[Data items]
◇ ◇ ◇

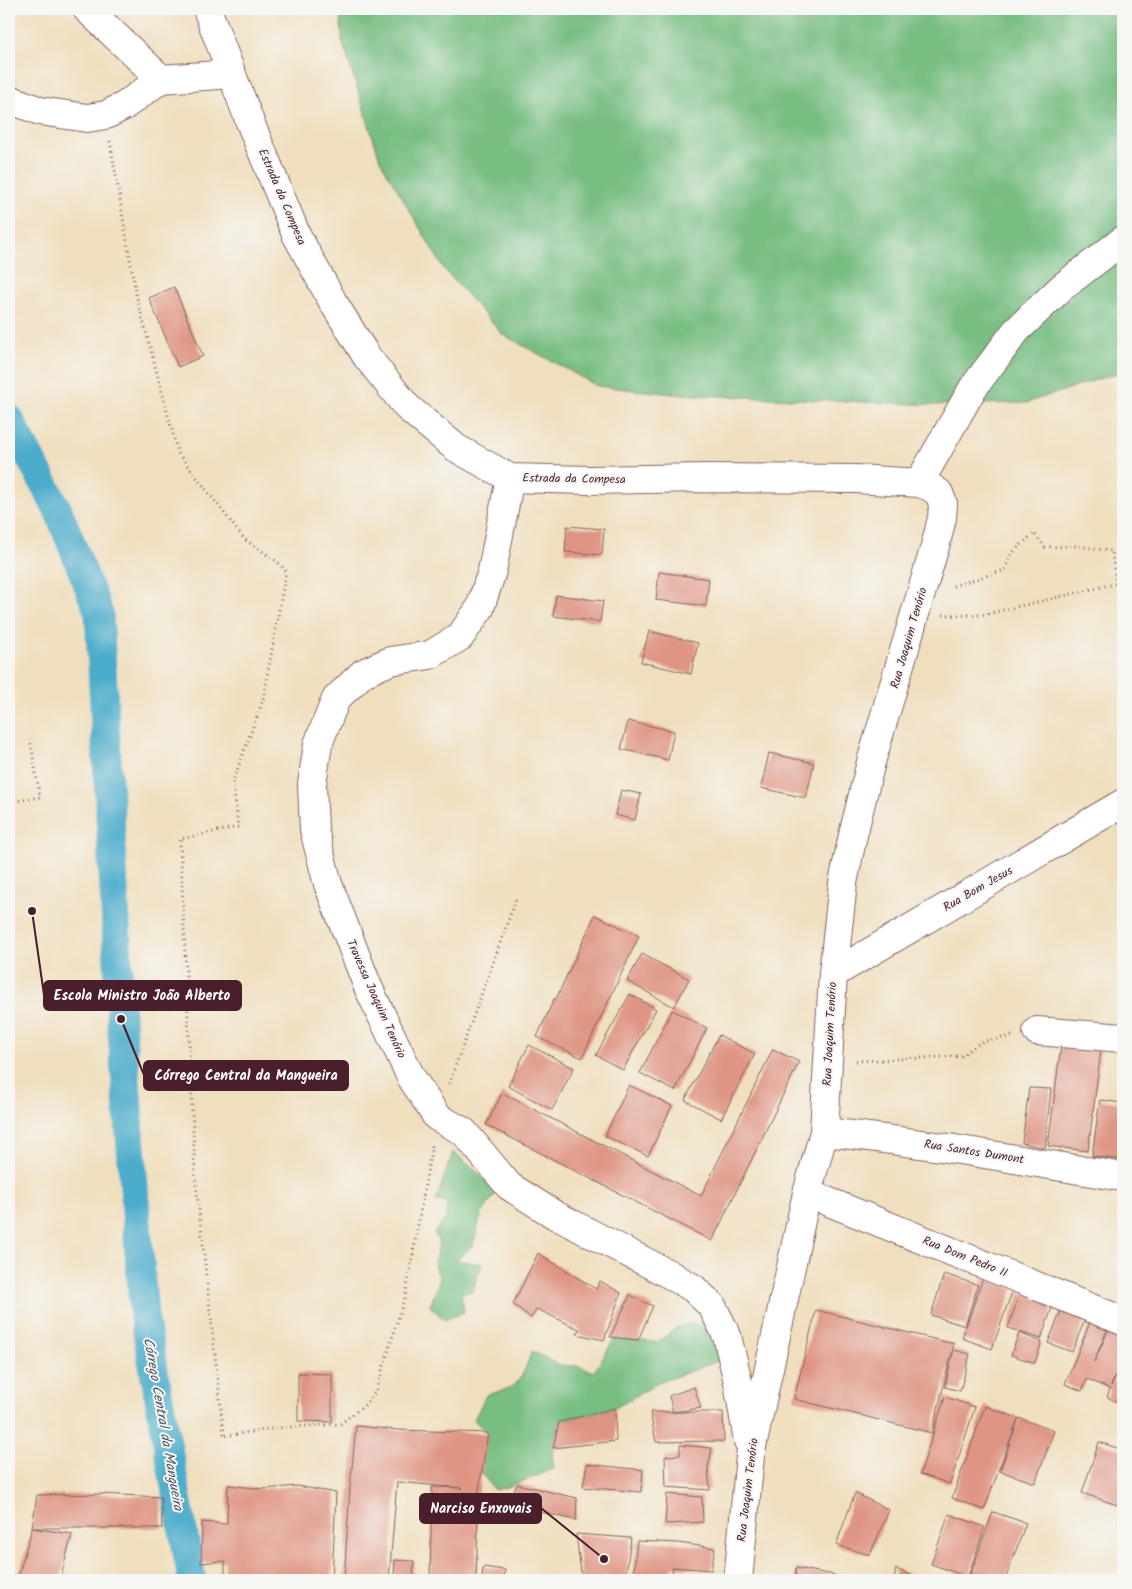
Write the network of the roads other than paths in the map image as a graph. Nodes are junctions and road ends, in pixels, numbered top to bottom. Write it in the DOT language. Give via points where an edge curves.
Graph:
graph roads {
  1 [pos="87,9"];
  2 [pos="207,9"];
  3 [pos="232,74"];
  4 [pos="162,79"];
  5 [pos="9,99"];
  6 [pos="1123,240"];
  7 [pos="510,478"];
  8 [pos="929,488"];
  9 [pos="1123,803"];
  10 [pos="833,974"];
  11 [pos="1037,1031"];
  12 [pos="1123,1038"];
  13 [pos="824,1132"];
  14 [pos="1123,1177"];
  15 [pos="807,1194"];
  16 [pos="1123,1320"];
  17 [pos="750,1456"];
  18 [pos="738,1580"];
  1 -- 4 [label="street"];
  2 -- 3 [label="street, Estrada da Compesa"];
  3 -- 4 [label="street"];
  3 -- 7 [label="street, Estrada da Compesa" via="296,234 367,357 407,407 456,448"];
  4 -- 5 [label="street" via="124,106 106,115 87,118 40,111"];
  6 -- 8 [label="street" via="1061,288 1016,331 973,388"];
  7 -- 8 [label="street, Estrada da Compesa" via="856,479"];
  7 -- 17 [label="street, Travessa Joaquim Tenório" via="492,571 480,608 460,637 430,655 390,661 363,673 336,699 318,744 312,784 314,830 328,884 368,987 411,1077 437,1116 464,1132 510,1186 555,1215 693,1288 712,1306 730,1346"];
  8 -- 10 [label="street, Rua Joaquim Tenório" via="943,504 942,518 853,835 843,883"];
  9 -- 10 [label="street, Rua Bom Jesus"];
  10 -- 13 [label="street, Rua Joaquim Tenório"];
  11 -- 12 [label="street"];
  13 -- 14 [label="street, Rua Santos Dumont" via="928,1144"];
  13 -- 15 [label="street, Rua Joaquim Tenório"];
  15 -- 16 [label="street, Rua Dom Pedro II"];
  15 -- 17 [label="street, Rua Joaquim Tenório"];
  17 -- 18 [label="street, Rua Joaquim Tenório"];
}
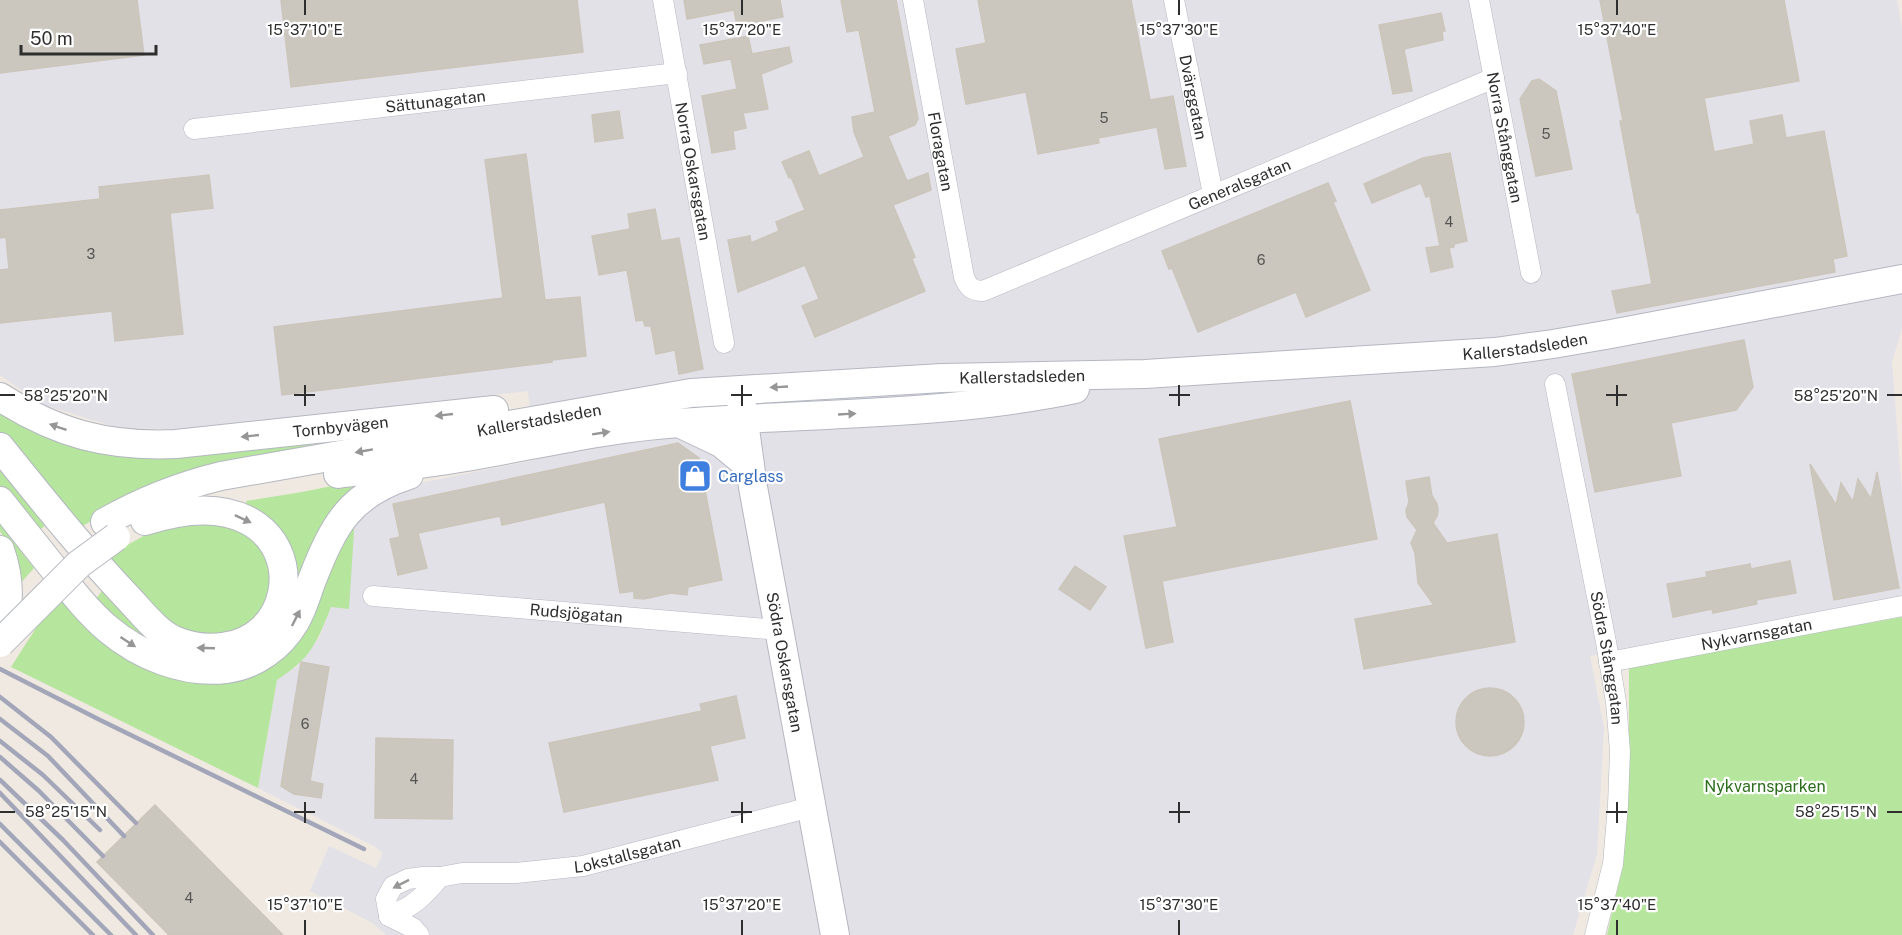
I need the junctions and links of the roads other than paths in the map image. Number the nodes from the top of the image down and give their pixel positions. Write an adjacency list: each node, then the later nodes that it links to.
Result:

◇ ◇ ◇

EXERCISE DETAILS:
Your task is to copy each line of the entries that includes the word "image".

WRITTEN ANSWER:
Write the network of the roads other than paths in the map image as a graph. Nodes are junctions and road ends, in pixels, numbered top to bottom. Write it in the DOT language. Give via points where an edge curves.
I need the junctions and links of the roads other than paths in the map image. Number the nodes from the top of the image down and give their pixel positions. Write an adjacency list: each node, then the later nodes that it links to.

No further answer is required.